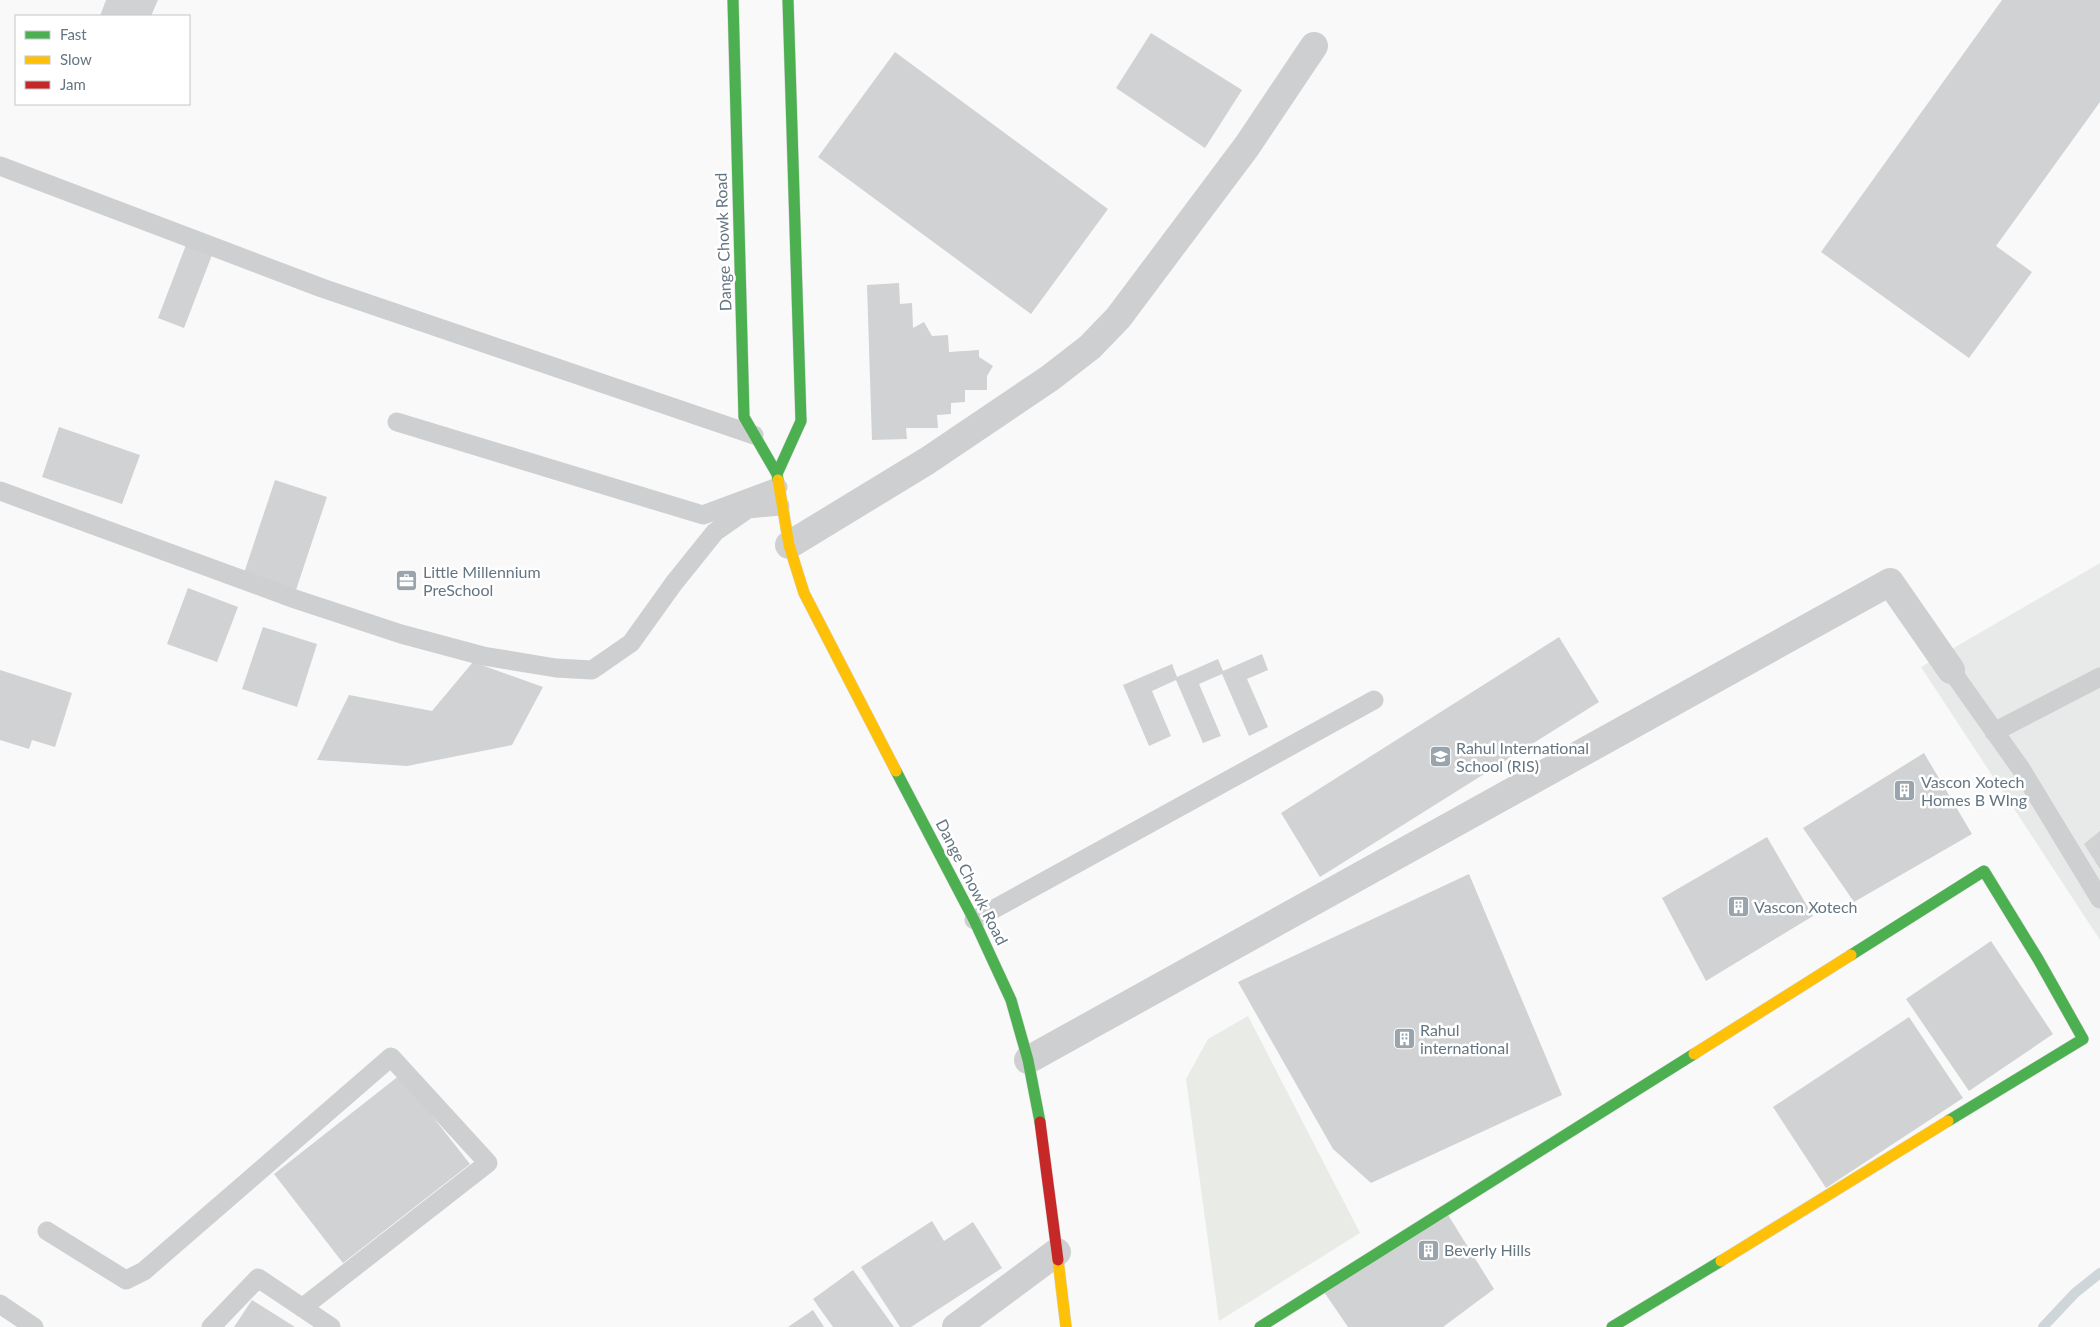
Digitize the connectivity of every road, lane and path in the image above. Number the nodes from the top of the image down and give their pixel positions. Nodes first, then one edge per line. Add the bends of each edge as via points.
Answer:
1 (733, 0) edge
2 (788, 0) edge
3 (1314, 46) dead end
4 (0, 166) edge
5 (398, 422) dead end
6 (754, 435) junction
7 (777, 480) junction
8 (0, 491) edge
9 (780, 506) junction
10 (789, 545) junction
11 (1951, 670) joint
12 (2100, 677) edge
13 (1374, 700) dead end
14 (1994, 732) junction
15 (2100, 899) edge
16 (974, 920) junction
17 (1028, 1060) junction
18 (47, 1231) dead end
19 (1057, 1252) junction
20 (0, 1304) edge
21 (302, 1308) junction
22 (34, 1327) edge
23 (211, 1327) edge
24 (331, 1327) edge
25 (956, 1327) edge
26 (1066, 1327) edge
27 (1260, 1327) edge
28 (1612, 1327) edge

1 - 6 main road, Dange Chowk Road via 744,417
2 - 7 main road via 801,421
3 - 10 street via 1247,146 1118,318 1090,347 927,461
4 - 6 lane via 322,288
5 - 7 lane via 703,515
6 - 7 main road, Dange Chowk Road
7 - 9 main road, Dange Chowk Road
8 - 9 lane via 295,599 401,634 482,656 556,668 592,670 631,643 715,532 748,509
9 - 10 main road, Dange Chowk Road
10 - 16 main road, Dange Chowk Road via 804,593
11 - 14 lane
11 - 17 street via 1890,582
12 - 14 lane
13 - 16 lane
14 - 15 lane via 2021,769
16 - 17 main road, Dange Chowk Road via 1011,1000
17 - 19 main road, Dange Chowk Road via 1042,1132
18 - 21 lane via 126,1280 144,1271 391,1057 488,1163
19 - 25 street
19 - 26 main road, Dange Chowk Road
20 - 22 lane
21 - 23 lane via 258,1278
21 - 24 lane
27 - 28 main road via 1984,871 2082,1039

> [TASK DESCRIPTION]:
Look over the entries for "dead", then copy every line that includes that string.

> [WRITTEN SOLUTION]:
3 (1314, 46) dead end
5 (398, 422) dead end
13 (1374, 700) dead end
18 (47, 1231) dead end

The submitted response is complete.